Scan the entries below for the word "dead". Copy out every line in which it occurs.

*** Begin section ***

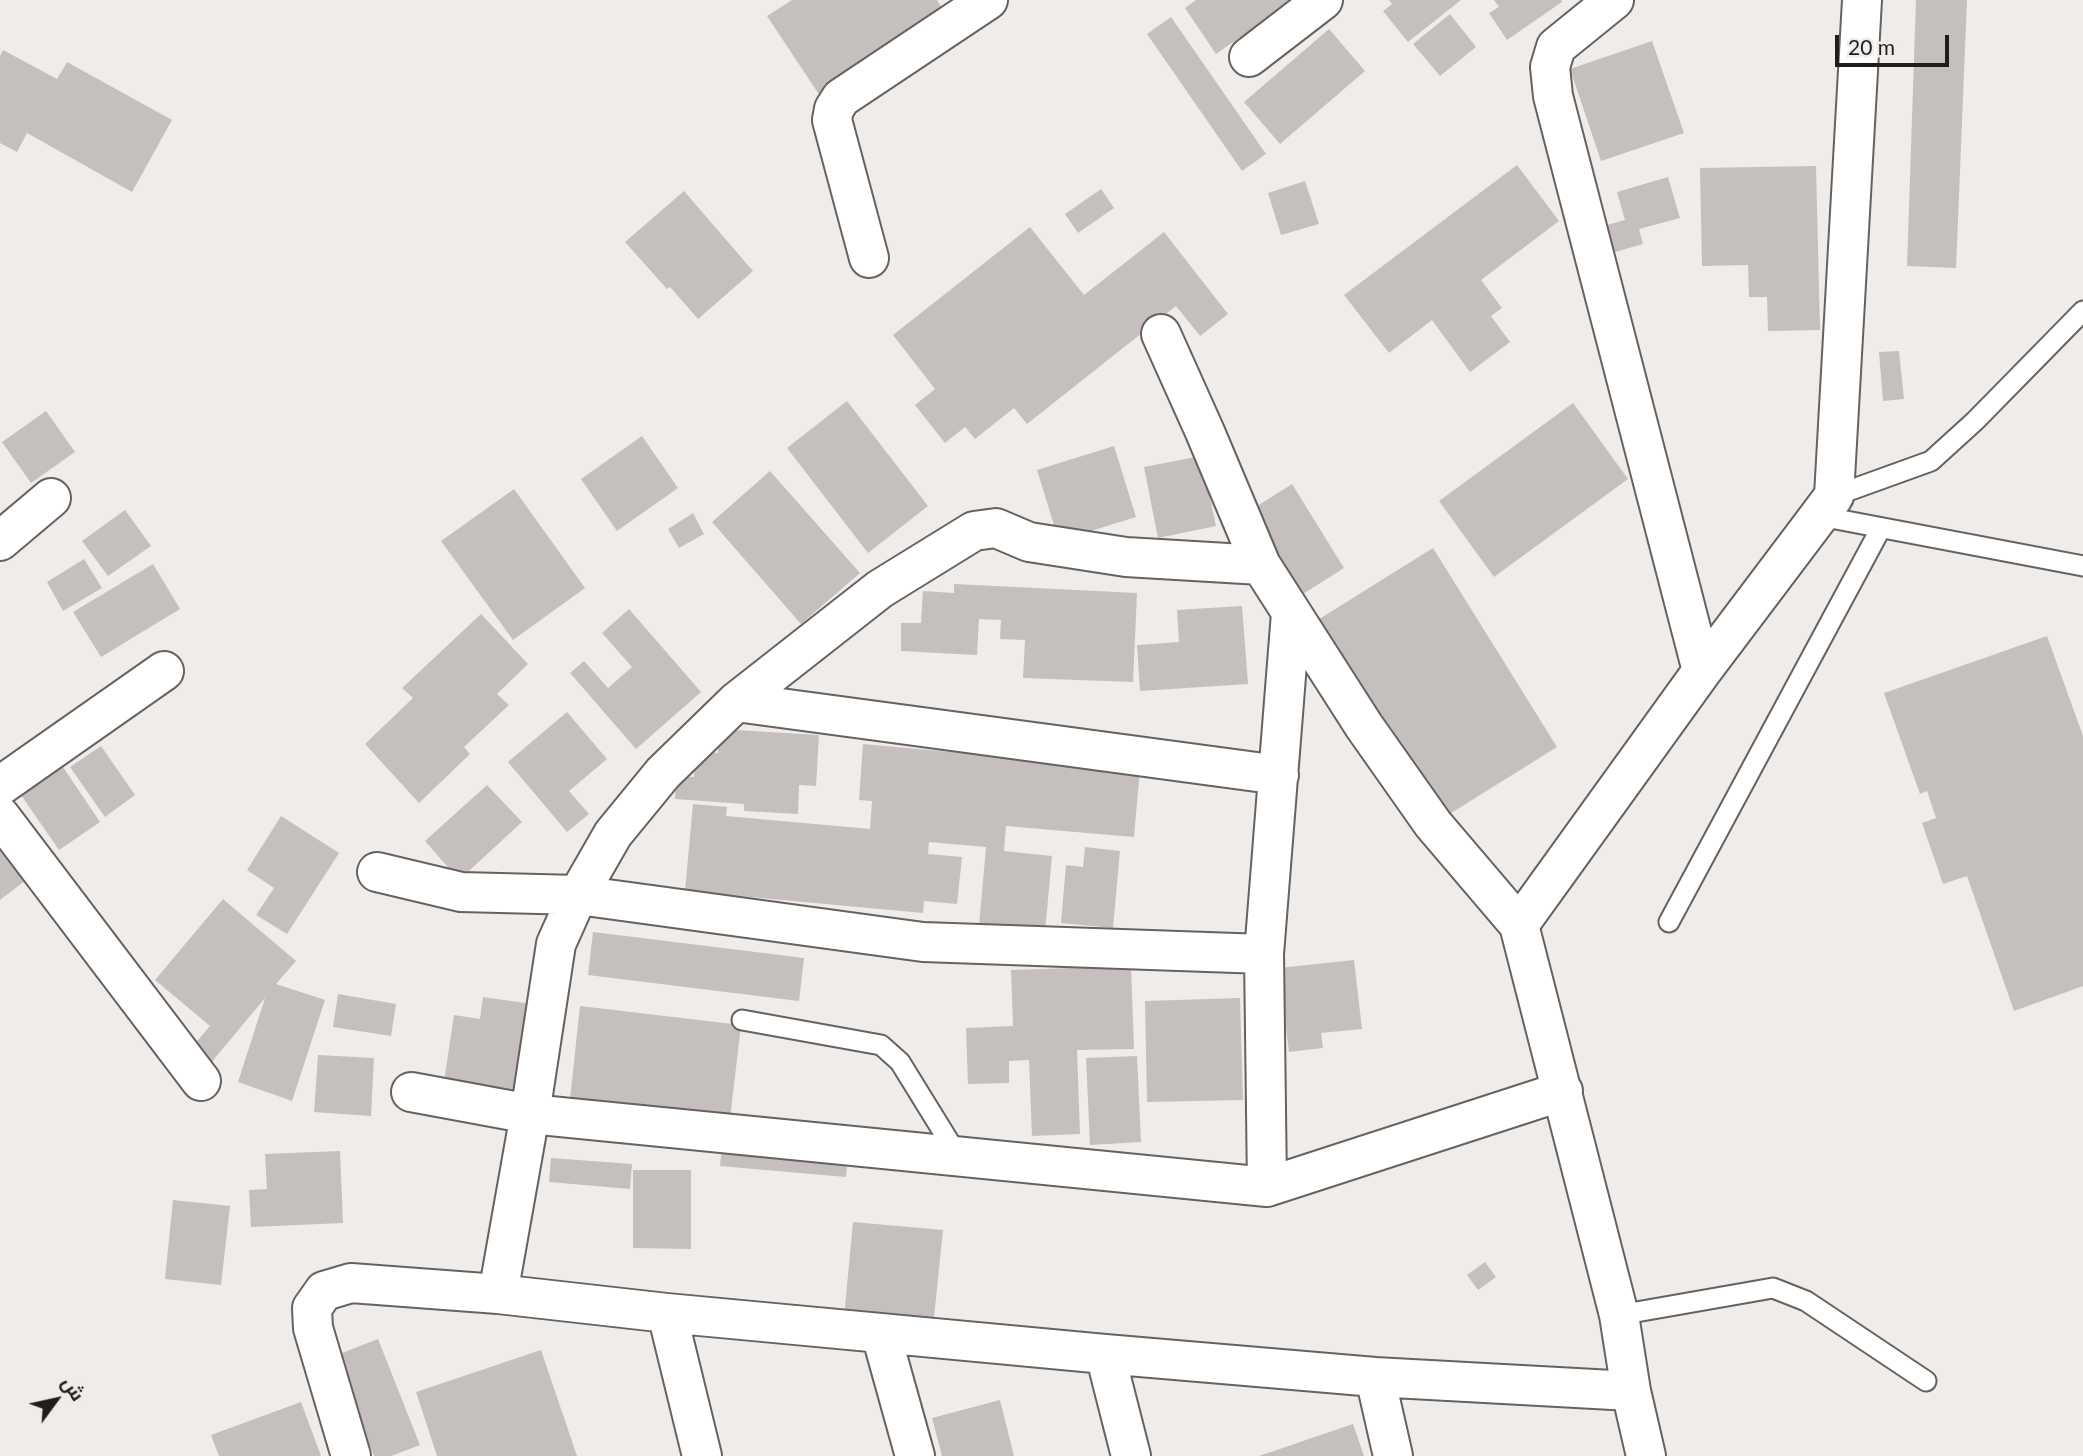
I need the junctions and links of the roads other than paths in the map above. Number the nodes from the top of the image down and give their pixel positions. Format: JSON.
{"nodes":[{"id":1,"x":988,"y":0,"type":"edge"},
{"id":2,"x":1323,"y":0,"type":"edge"},
{"id":3,"x":1614,"y":0,"type":"edge"},
{"id":4,"x":1862,"y":0,"type":"edge"},
{"id":5,"x":1249,"y":57,"type":"dead end"},
{"id":6,"x":869,"y":258,"type":"dead end"},
{"id":7,"x":2083,"y":311,"type":"edge"},
{"id":8,"x":1161,"y":334,"type":"dead end"},
{"id":9,"x":51,"y":498,"type":"dead end"},
{"id":10,"x":1827,"y":506,"type":"junction"},
{"id":11,"x":1881,"y":528,"type":"junction"},
{"id":12,"x":0,"y":541,"type":"edge"},
{"id":13,"x":1261,"y":565,"type":"junction"},
{"id":14,"x":2083,"y":566,"type":"edge"},
{"id":15,"x":1291,"y":613,"type":"junction"},
{"id":16,"x":164,"y":671,"type":"dead end"},
{"id":17,"x":1702,"y":671,"type":"junction"},
{"id":18,"x":736,"y":702,"type":"junction"},
{"id":19,"x":1279,"y":775,"type":"junction"},
{"id":20,"x":0,"y":786,"type":"edge"},
{"id":21,"x":0,"y":817,"type":"edge"},
{"id":22,"x":377,"y":872,"type":"dead end"},
{"id":23,"x":578,"y":895,"type":"junction"},
{"id":24,"x":1669,"y":922,"type":"dead end"},
{"id":25,"x":1520,"y":925,"type":"junction"},
{"id":26,"x":1264,"y":954,"type":"junction"},
{"id":27,"x":742,"y":1020,"type":"dead end"},
{"id":28,"x":201,"y":1082,"type":"dead end"},
{"id":29,"x":1563,"y":1091,"type":"junction"},
{"id":30,"x":411,"y":1092,"type":"dead end"},
{"id":31,"x":530,"y":1114,"type":"junction"},
{"id":32,"x":958,"y":1156,"type":"junction"},
{"id":33,"x":1267,"y":1187,"type":"junction"},
{"id":34,"x":498,"y":1294,"type":"junction"},
{"id":35,"x":667,"y":1313,"type":"junction"},
{"id":36,"x":1619,"y":1315,"type":"junction"},
{"id":37,"x":881,"y":1334,"type":"junction"},
{"id":38,"x":1105,"y":1354,"type":"junction"},
{"id":39,"x":1375,"y":1377,"type":"junction"},
{"id":40,"x":1926,"y":1381,"type":"dead end"},
{"id":41,"x":1631,"y":1391,"type":"junction"},
{"id":42,"x":351,"y":1456,"type":"edge"},
{"id":43,"x":702,"y":1456,"type":"edge"},
{"id":44,"x":915,"y":1456,"type":"edge"},
{"id":45,"x":1131,"y":1456,"type":"edge"},
{"id":46,"x":1393,"y":1456,"type":"edge"},
{"id":47,"x":1646,"y":1456,"type":"edge"}],
"edges":[{"from":1,"to":6,"type":"street"},
{"from":2,"to":5,"type":"street"},
{"from":3,"to":17,"type":"street"},
{"from":4,"to":10,"type":"street"},
{"from":7,"to":10,"type":"lane"},
{"from":8,"to":13,"type":"street"},
{"from":9,"to":12,"type":"street"},
{"from":10,"to":11,"type":"lane"},
{"from":10,"to":17,"type":"street"},
{"from":11,"to":14,"type":"lane"},
{"from":11,"to":24,"type":"lane"},
{"from":13,"to":15,"type":"street"},
{"from":13,"to":18,"type":"street"},
{"from":15,"to":19,"type":"street"},
{"from":15,"to":25,"type":"street"},
{"from":16,"to":20,"type":"street"},
{"from":17,"to":25,"type":"street"},
{"from":18,"to":19,"type":"street"},
{"from":18,"to":23,"type":"street"},
{"from":19,"to":26,"type":"street"},
{"from":21,"to":28,"type":"street"},
{"from":22,"to":23,"type":"street"},
{"from":23,"to":26,"type":"street"},
{"from":23,"to":31,"type":"street"},
{"from":25,"to":29,"type":"street"},
{"from":26,"to":33,"type":"street"},
{"from":27,"to":32,"type":"lane"},
{"from":29,"to":33,"type":"street"},
{"from":29,"to":36,"type":"street"},
{"from":30,"to":31,"type":"street"},
{"from":31,"to":32,"type":"street"},
{"from":31,"to":34,"type":"street"},
{"from":32,"to":33,"type":"street"},
{"from":34,"to":35,"type":"street"},
{"from":34,"to":42,"type":"street"},
{"from":35,"to":37,"type":"street"},
{"from":35,"to":43,"type":"street"},
{"from":36,"to":40,"type":"lane"},
{"from":36,"to":41,"type":"street"},
{"from":37,"to":38,"type":"street"},
{"from":37,"to":44,"type":"street"},
{"from":38,"to":39,"type":"street"},
{"from":38,"to":45,"type":"street"},
{"from":39,"to":41,"type":"street"},
{"from":39,"to":46,"type":"street"},
{"from":41,"to":47,"type":"street"}]}
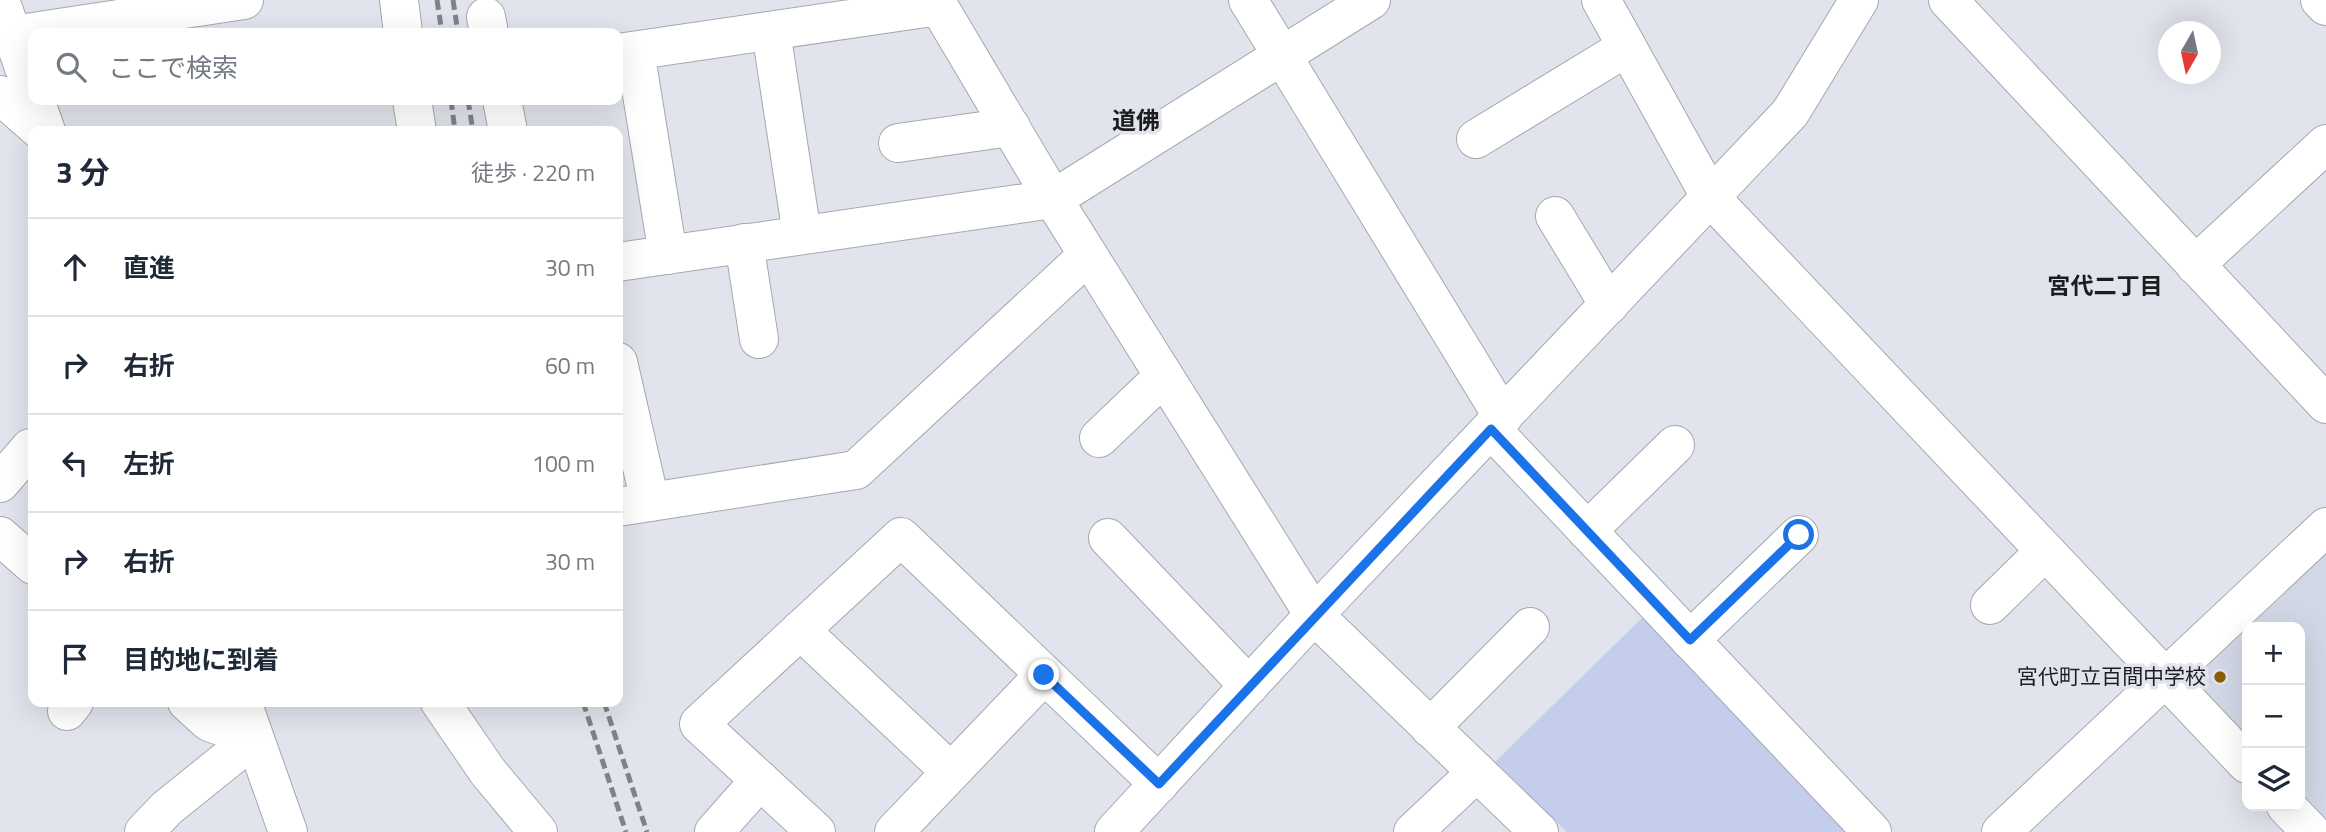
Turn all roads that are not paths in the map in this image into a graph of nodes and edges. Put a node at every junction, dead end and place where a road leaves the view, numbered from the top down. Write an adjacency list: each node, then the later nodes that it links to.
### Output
1 (244, 0): 11 (street)
2 (399, 0): 12 (street)
3 (1248, 0): 16 (street)
4 (1371, 0): 16 (street)
5 (1601, 0): 14 (street)
6 (1859, 0): 26 (street)
7 (1948, 0): 34 (street)
8 (2320, 0): 10 (street)
9 (937, 3): 13 (street); 22 (street)
10 (2326, 6)
11 (6, 18): 19 (street)
12 (402, 28)
13 (771, 31): 15 (street); 29 (street)
14 (1628, 47): 23 (street); 26 (street)
15 (626, 52): 31 (street)
16 (1281, 56): 27 (street); 40 (street)
17 (413, 105): 20 (street)
18 (503, 105): 21 (street)
19 (25, 113)
20 (416, 126)
21 (507, 126)
22 (1011, 127): 24 (street); 27 (street)
23 (1476, 139)
24 (898, 143)
25 (2326, 144): 34 (street)
26 (1711, 198): 35 (street); 50 (street)
27 (1053, 199): 29 (street); 32 (street)
28 (1555, 216): 35 (street)
29 (802, 235): 30 (street)
30 (744, 243): 31 (street); 36 (street)
31 (668, 255): 33 (street)
32 (1088, 255): 37 (street); 45 (street)
33 (623, 261)
34 (2195, 265): 38 (street)
35 (1609, 305): 40 (street)
36 (759, 339)
37 (1164, 376): 41 (street); 52 (street)
38 (2326, 404)
39 (623, 407): 45 (street)
40 (1497, 423): 47 (street); 52 (street)
41 (1099, 438)
42 (1675, 446): 47 (street)
43 (28, 450): 44 (street)
44 (0, 483)
45 (634, 505)
46 (2326, 527): 57 (street)
47 (1587, 531): 55 (street)
48 (1799, 535): 55 (street)
49 (1108, 538): 58 (street)
50 (2045, 551): 51 (street); 57 (street)
51 (1990, 605)
52 (1314, 615): 58 (street); 62 (street)
53 (1531, 628): 62 (street)
54 (800, 630): 56 (street); 64 (street); 66 (street)
55 (1690, 640): 78 (street)
56 (1044, 675): 64 (street); 67 (street)
57 (2166, 678): 63 (street); 79 (street)
58 (1249, 686): 67 (street)
59 (192, 707): 61 (street)
60 (443, 707): 72 (street)
61 (251, 715): 70 (street); 71 (street)
62 (1430, 728): 65 (street)
63 (2242, 759)
64 (951, 772): 75 (street)
65 (1477, 772): 76 (street); 77 (street)
66 (760, 780): 73 (street); 74 (street)
67 (1159, 784): 69 (street)
68 (2291, 811): 80 (street)
69 (1116, 831)
70 (144, 832)
71 (288, 832)
72 (538, 832)
73 (714, 832)
74 (816, 832)
75 (894, 832)
76 (1413, 832)
77 (1539, 832)
78 (1872, 832)
79 (2001, 832)
80 (2311, 832)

*** End section ***

### Answer for this exercise:
{"id":5,"x":1249,"y":57,"type":"dead end"},
{"id":6,"x":869,"y":258,"type":"dead end"},
{"id":8,"x":1161,"y":334,"type":"dead end"},
{"id":9,"x":51,"y":498,"type":"dead end"},
{"id":16,"x":164,"y":671,"type":"dead end"},
{"id":22,"x":377,"y":872,"type":"dead end"},
{"id":24,"x":1669,"y":922,"type":"dead end"},
{"id":27,"x":742,"y":1020,"type":"dead end"},
{"id":28,"x":201,"y":1082,"type":"dead end"},
{"id":30,"x":411,"y":1092,"type":"dead end"},
{"id":40,"x":1926,"y":1381,"type":"dead end"},
Turn all roads that are not paths in the map in this image into a graph of nodes and edges. Put a node at every junction, dead end and place where a road leaves the view, numbered from the top down. Write an adjacency list: each node, then the later nodes that it links to.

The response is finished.